The problem is that so few of us take the time for this.  In his piece on what is holy, my friend suggests going outside and just sitting in your backyard and listening to what is around you.  It's a simple exercise in being present, but one that takes discipline.  Unlike the experience of being in the shower, this time we are (usually) fully clothed and quickly able to run back to check our screens.    Honestly, I struggle with this.  It's why I suddenly feel so free when I've
forgotten my smart phone at home.  The temptation to feed myself some brain candy via an app is gone.

So here is what I have come up with: I want to start cataloging at least one moment each day in an effort to be more present.  This is a small attempt to slow time down by forcing myself to start looking around, to force my brain to create new drawers, or at least new folders in the old drawers.  By the time we're the age I am now (creeping up on forty), there's maybe not a whole lot of new
schemata/drawers my brain can build, but at least I can try to fill them up more, right?  My hope is that by spending more time noticing, time might slow down.

An example of what I'm trying to explain happened to me in the winter of 2009-2010.  For most of my life, I'd had an infatuation with New York City, so when one of my husband's friends in Midtown Manhattan offered her place to us for a month, we jumped on it.  From the moment we got off the train in Penn Station to the bus ride to Newark Airport four weeks later, my brain and senses were working overtime.   Every morning when my feet would hit the concrete on W. 29th Street, I'd look up, down and around, studying.  I began cataloging one moment from each day I was there.

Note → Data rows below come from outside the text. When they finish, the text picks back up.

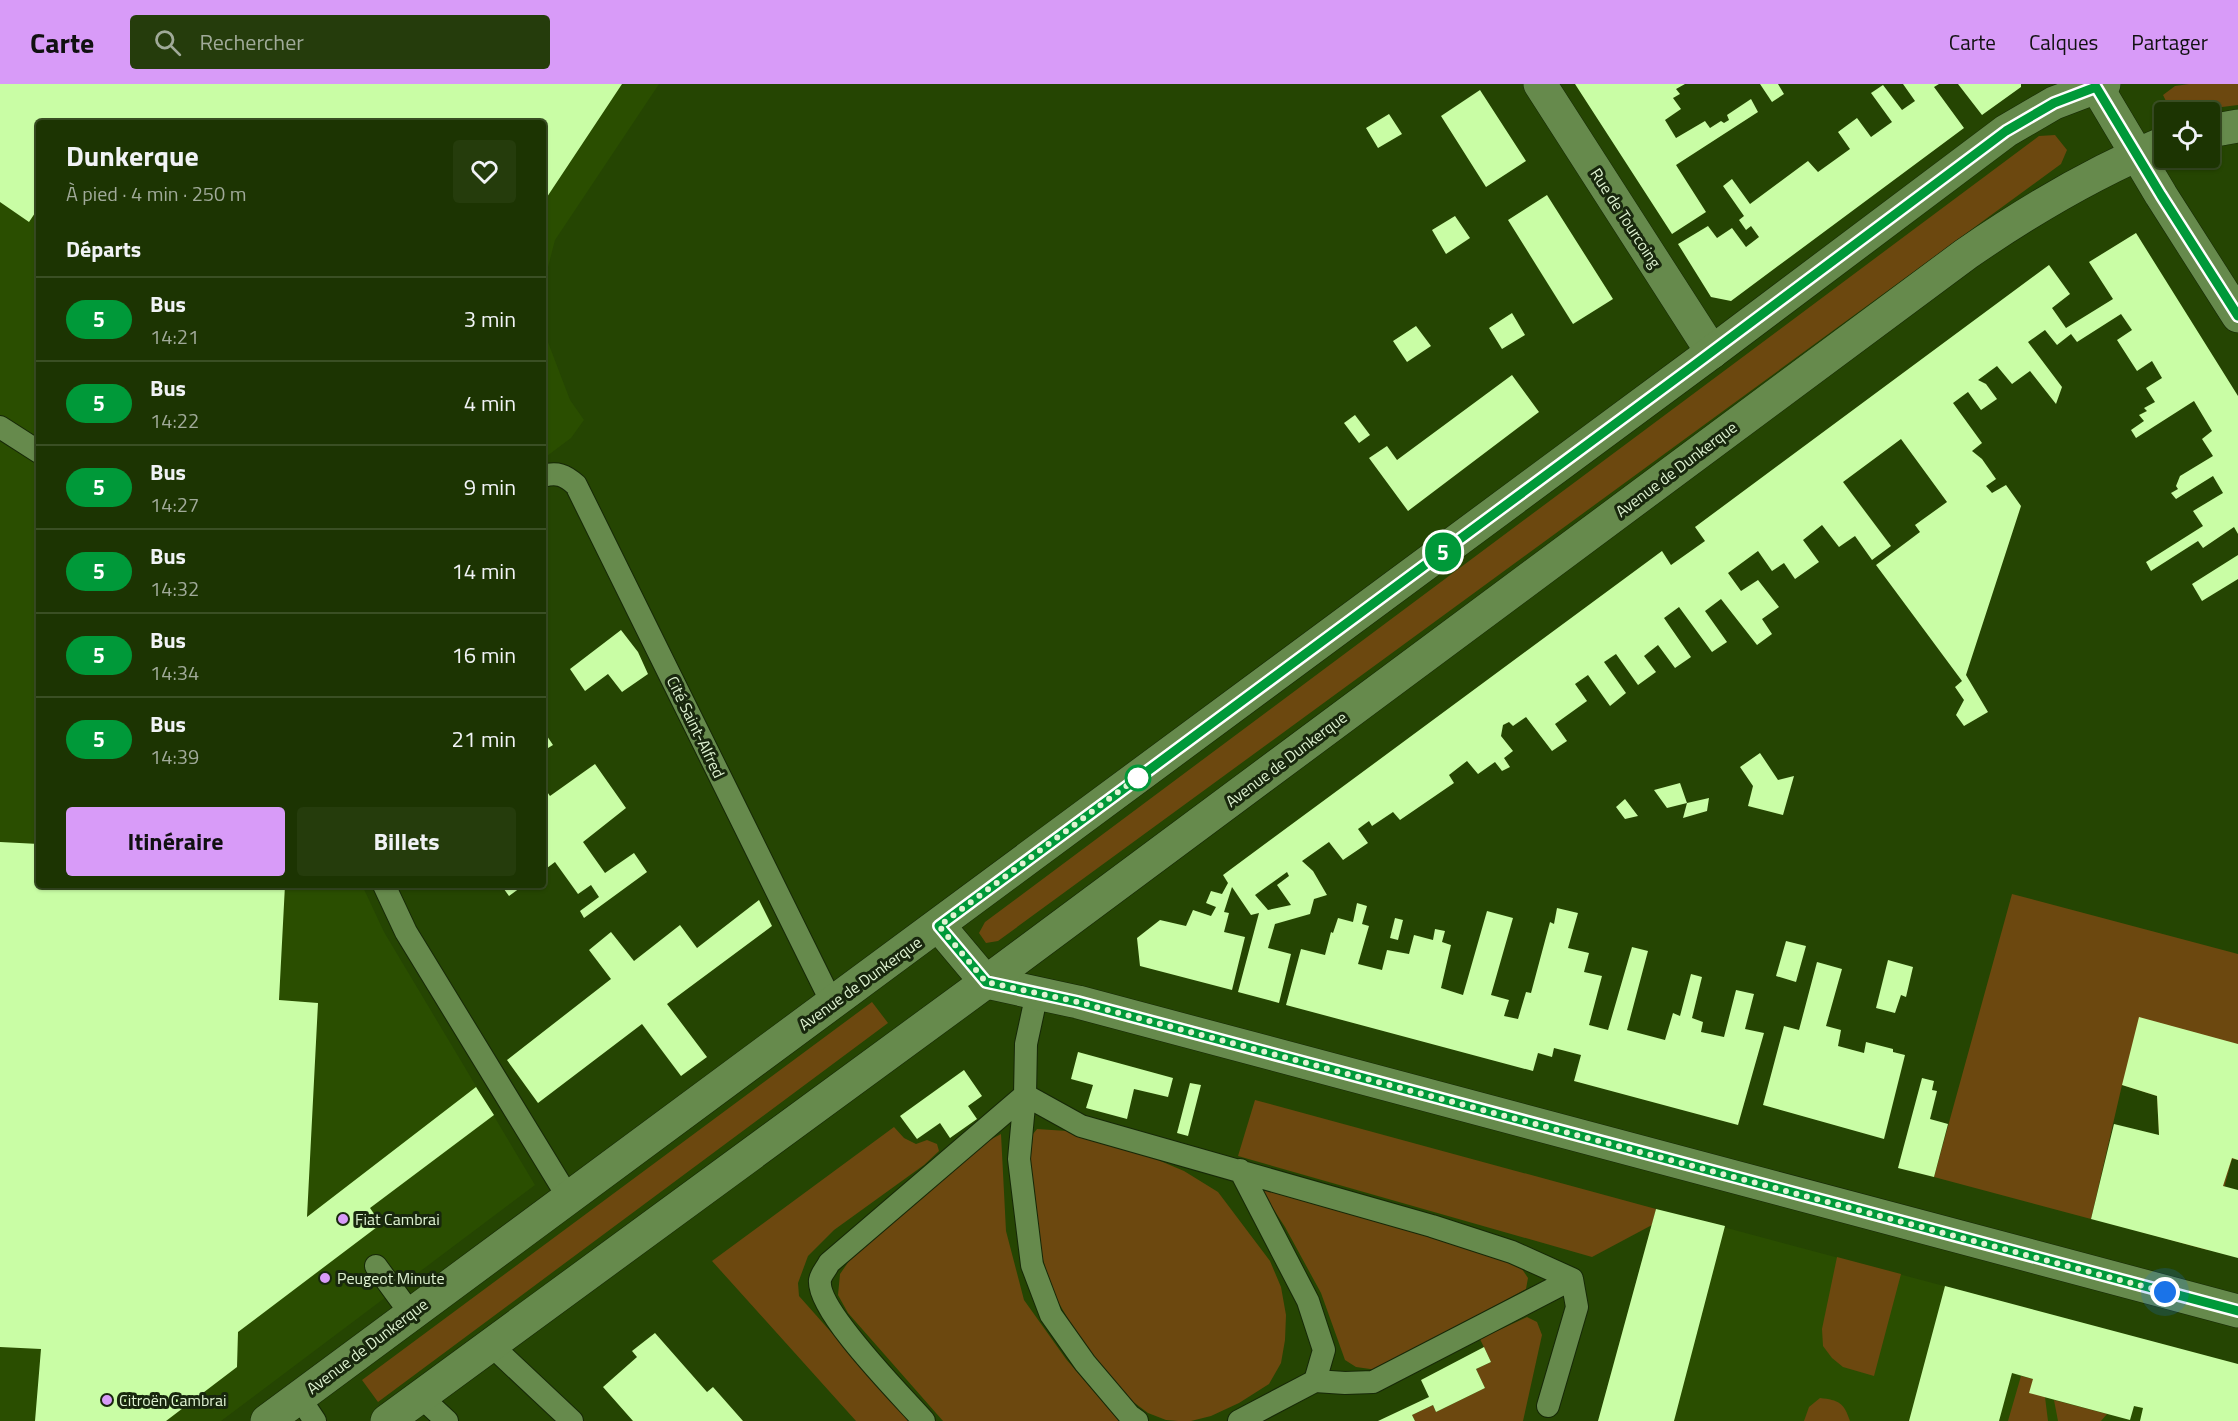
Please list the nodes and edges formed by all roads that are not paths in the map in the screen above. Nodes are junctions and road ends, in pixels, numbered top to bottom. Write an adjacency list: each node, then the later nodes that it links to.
1 (1540, 84): 7 (main road, Rue de Tourcoing)
2 (2098, 85): 5 (main road); 7 (main road, Avenue de Dunkerque)
3 (2238, 126): 4 (main road)
4 (2220, 129)
5 (2151, 148): 6 (main road); 13 (main road, Avenue de Dunkerque)
6 (2238, 316)
7 (1712, 352): 12 (main road, Avenue de Dunkerque)
8 (0, 428): 9 (lane)
9 (36, 450)
10 (546, 475): 15 (lane, Cité Saint-Alfred)
11 (385, 888): 18 (lane)
12 (939, 926): 13 (main road); 15 (main road, Avenue de Dunkerque)
13 (986, 982): 14 (main road); 23 (main road, Avenue de Dunkerque)
14 (1037, 993): 16 (lane); 21 (main road)
15 (832, 1003): 18 (main road, Avenue de Dunkerque)
16 (1024, 1095): 17 (lane); 32 (lane); 33 (lane)
17 (1240, 1170): 20 (lane); 24 (lane)
18 (568, 1197): 22 (main road, Avenue de Dunkerque)
19 (376, 1266): 22 (lane)
20 (1572, 1279): 24 (lane); 26 (lane)
21 (2238, 1311)
22 (411, 1314): 27 (main road, Avenue de Dunkerque)
23 (490, 1345): 25 (main road, Avenue de Dunkerque); 31 (lane)
24 (1315, 1380): 34 (lane)
25 (420, 1396): 29 (main road, Avenue de Dunkerque); 30 (lane)
26 (1548, 1406)
27 (307, 1409): 28 (main road, Avenue de Dunkerque)
28 (267, 1421)
29 (387, 1421)
30 (447, 1421)
31 (572, 1421)
32 (924, 1421)
33 (1137, 1421)
34 (1239, 1421)

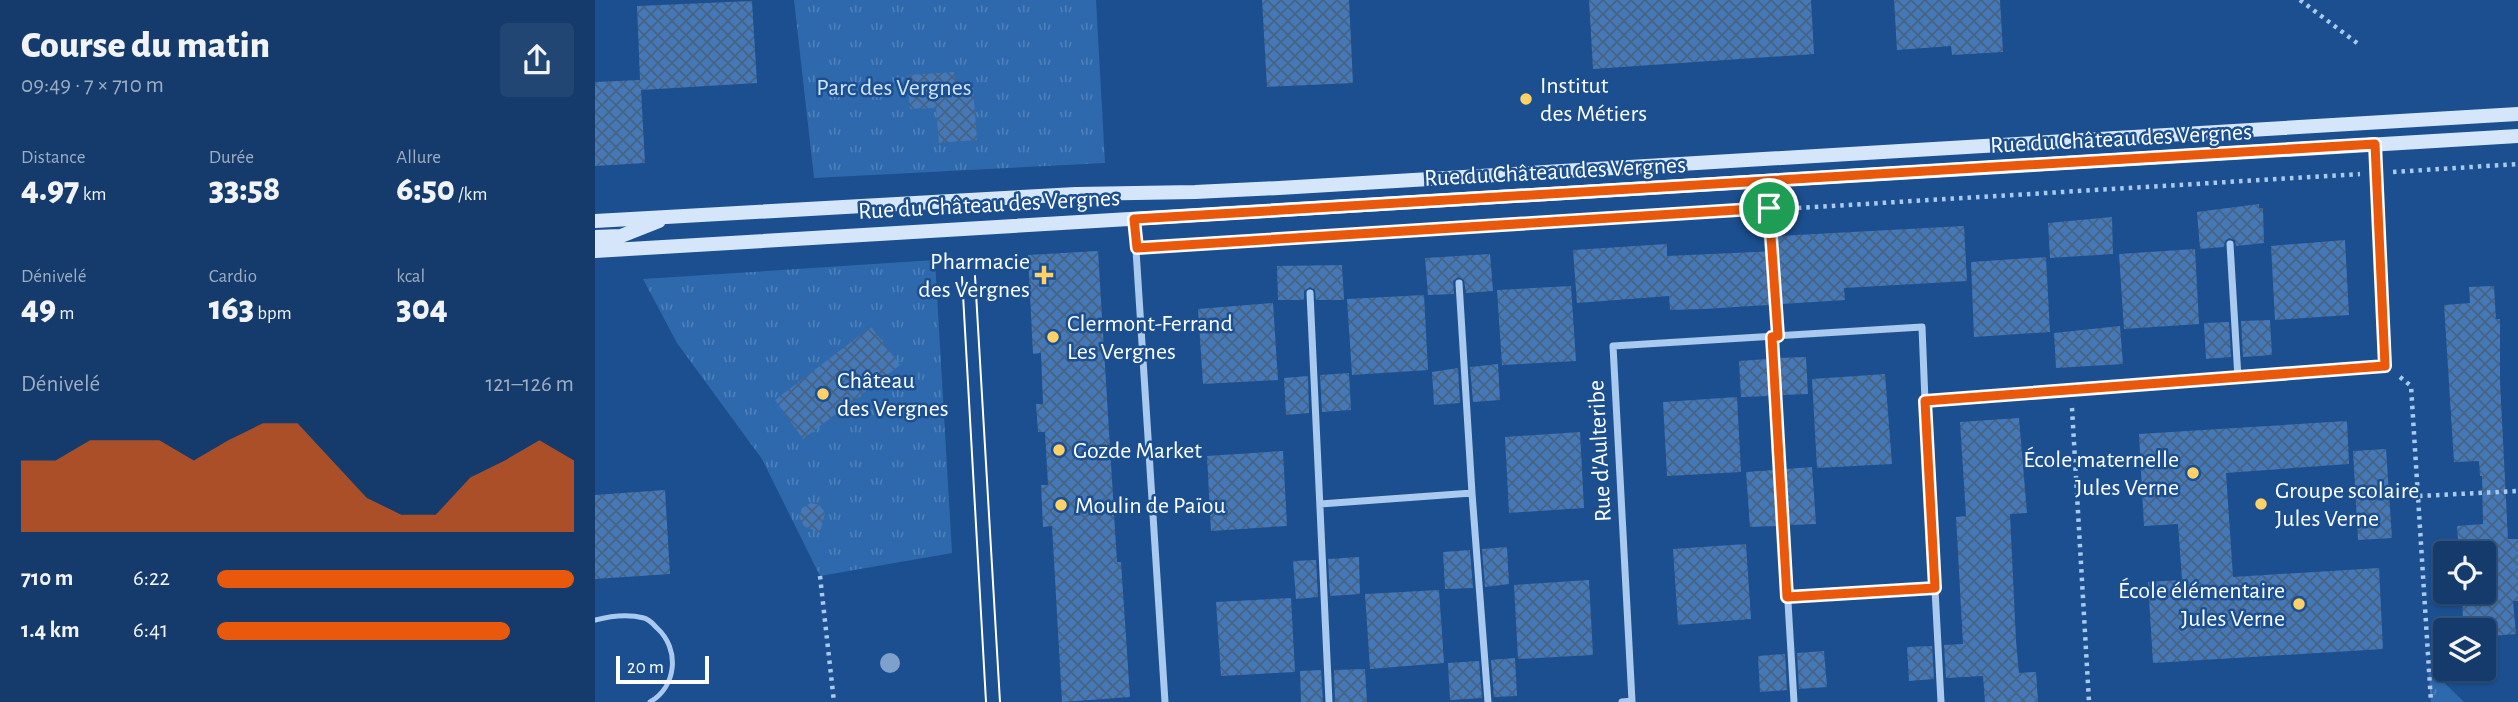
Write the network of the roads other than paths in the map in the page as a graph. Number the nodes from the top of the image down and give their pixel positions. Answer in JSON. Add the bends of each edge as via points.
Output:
{"nodes":[{"id":1,"x":2518,"y":114,"type":"edge"},
{"id":2,"x":2518,"y":136,"type":"edge"},
{"id":3,"x":2375,"y":144,"type":"junction"},
{"id":4,"x":670,"y":217,"type":"junction"},
{"id":5,"x":1134,"y":219,"type":"junction"},
{"id":6,"x":595,"y":221,"type":"edge"},
{"id":7,"x":595,"y":237,"type":"edge"},
{"id":8,"x":2230,"y":244,"type":"dead end"},
{"id":9,"x":595,"y":251,"type":"edge"},
{"id":10,"x":1459,"y":283,"type":"dead end"},
{"id":11,"x":1310,"y":293,"type":"dead end"},
{"id":12,"x":1775,"y":336,"type":"junction"},
{"id":13,"x":2238,"y":378,"type":"junction"},
{"id":14,"x":1925,"y":401,"type":"junction"},
{"id":15,"x":1472,"y":494,"type":"junction"},
{"id":16,"x":1320,"y":504,"type":"junction"},
{"id":17,"x":1935,"y":588,"type":"junction"},
{"id":18,"x":1787,"y":597,"type":"junction"},
{"id":19,"x":595,"y":620,"type":"edge"},
{"id":20,"x":650,"y":702,"type":"edge"},
{"id":21,"x":1165,"y":702,"type":"edge"},
{"id":22,"x":1329,"y":702,"type":"edge"},
{"id":23,"x":1488,"y":702,"type":"edge"},
{"id":24,"x":1622,"y":702,"type":"edge"},
{"id":25,"x":1794,"y":702,"type":"edge"},
{"id":26,"x":1941,"y":702,"type":"edge"}],
"edges":[{"from":1,"to":4,"type":"main road","name":"Rue du Château des Vergnes","via":[[1265,189],[1076,194]]},
{"from":2,"to":3,"type":"main road","name":"Rue du Château des Vergnes"},
{"from":3,"to":5,"type":"main road","name":"Rue du Château des Vergnes"},
{"from":3,"to":13,"type":"street","via":[[2385,366]]},
{"from":4,"to":6,"type":"main road","name":"Rue du Château des Vergnes"},
{"from":4,"to":7,"type":"main road","via":[[621,236]]},
{"from":5,"to":9,"type":"main road","name":"Rue du Château des Vergnes"},
{"from":5,"to":21,"type":"street"},
{"from":8,"to":13,"type":"street"},
{"from":10,"to":15,"type":"street"},
{"from":11,"to":16,"type":"street"},
{"from":12,"to":14,"type":"street","name":"Rue d'Aulteribe","via":[[1921,327]]},
{"from":12,"to":18,"type":"street"},
{"from":12,"to":24,"type":"street","name":"Rue d'Aulteribe","via":[[1613,346],[1632,701]]},
{"from":13,"to":14,"type":"street"},
{"from":14,"to":17,"type":"street","name":"Rue d'Aulteribe"},
{"from":15,"to":16,"type":"street"},
{"from":15,"to":23,"type":"street"},
{"from":16,"to":22,"type":"street"},
{"from":17,"to":18,"type":"street"},
{"from":17,"to":26,"type":"street","name":"Rue d'Aulteribe"},
{"from":18,"to":25,"type":"street"},
{"from":19,"to":20,"type":"lane","via":[[647,618],[663,633],[672,651],[673,670],[666,686]]}]}
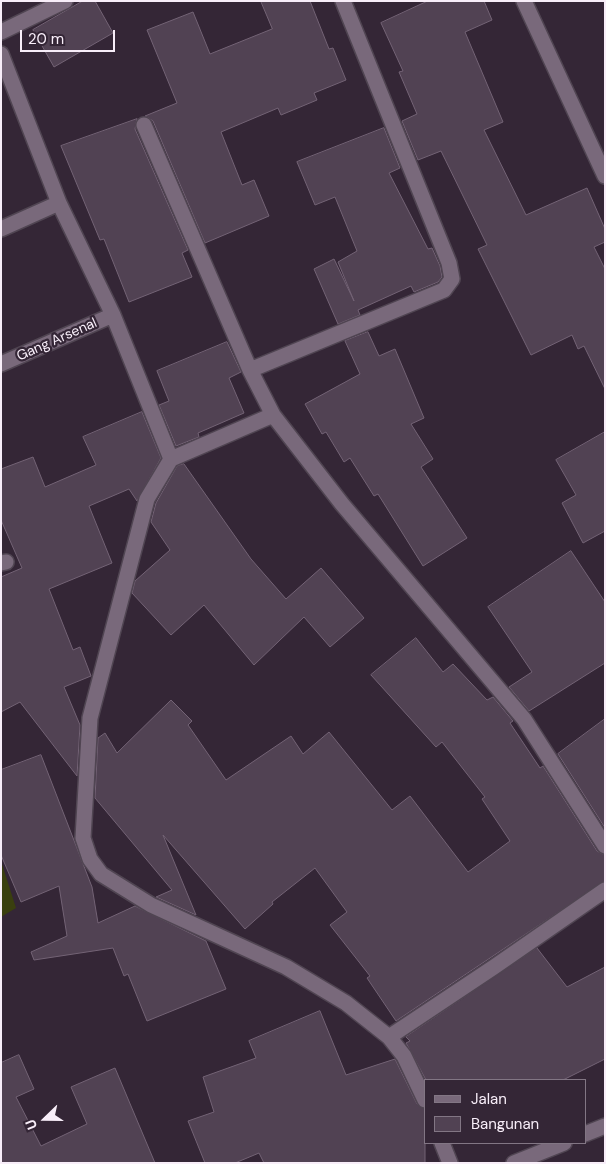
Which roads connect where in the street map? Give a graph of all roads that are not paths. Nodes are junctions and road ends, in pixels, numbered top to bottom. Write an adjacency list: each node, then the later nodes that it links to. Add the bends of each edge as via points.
1 (65, 1): 4 (street)
2 (343, 1): 12 (street, via 449,263 452,279 444,290)
3 (524, 1): 7 (street)
4 (1, 32)
5 (1, 54): 8 (street)
6 (144, 125): 12 (street)
7 (605, 176)
8 (59, 203): 9 (street); 10 (street)
9 (1, 229)
10 (113, 315): 11 (street, Gang Arsenal); 14 (street)
11 (1, 364)
12 (250, 370): 13 (street)
13 (273, 415): 14 (street); 15 (street, via 342,504 524,719)
14 (171, 459): 17 (street, via 147,499 139,522 90,718 83,838 90,859 101,874 151,905 286,966 346,1003)
15 (605, 846)
16 (605, 890): 17 (street)
17 (388, 1036): 18 (street, via 404,1056)
18 (424, 1098)
19 (605, 1126): 20 (street)
20 (586, 1134)
21 (442, 1144): 23 (street)
22 (562, 1144): 24 (street)
23 (450, 1163)
24 (514, 1163)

I didn't miss a single day, and it's probably my favorite thing I've ever written.  That beautiful month seemed to crawl by because I was present in each moment.  When the day came for us to leave, it
felt like I'd been there for a year, the way it feels for a school-kid at the end of summer vacation.

So can I manage to slow time down when I'm in my boring old humdrum daily slog of life, not in an exciting new city I've been enamored with my whole life?  We shall see.  I'm going to try it, and I'd love it if you came along with me, sharing with me your own holy moments each day.  I'm starting here on the first day of December because I'm making it easy on myself.  With the onset of the holiday season, there are going to be plenty of moments for me to catalog.  Once January gets here and the slog is back in full effect, this will get harder.  They say that it takes forty consecutive times doing an activity before it becomes a habit, so I'm hoping these 31 days in December will be sufficient to have habitualized myself for January (my least favorite month).  The true test starts then.

For now, here I go.  If nothing else, my hope is that we've made it through the Mayan apocalypse and that my husband gets a kiss at midnight in 30 days.

"There's so much beauty around us for just two eyes to see, but everywhere I go, I'm looking."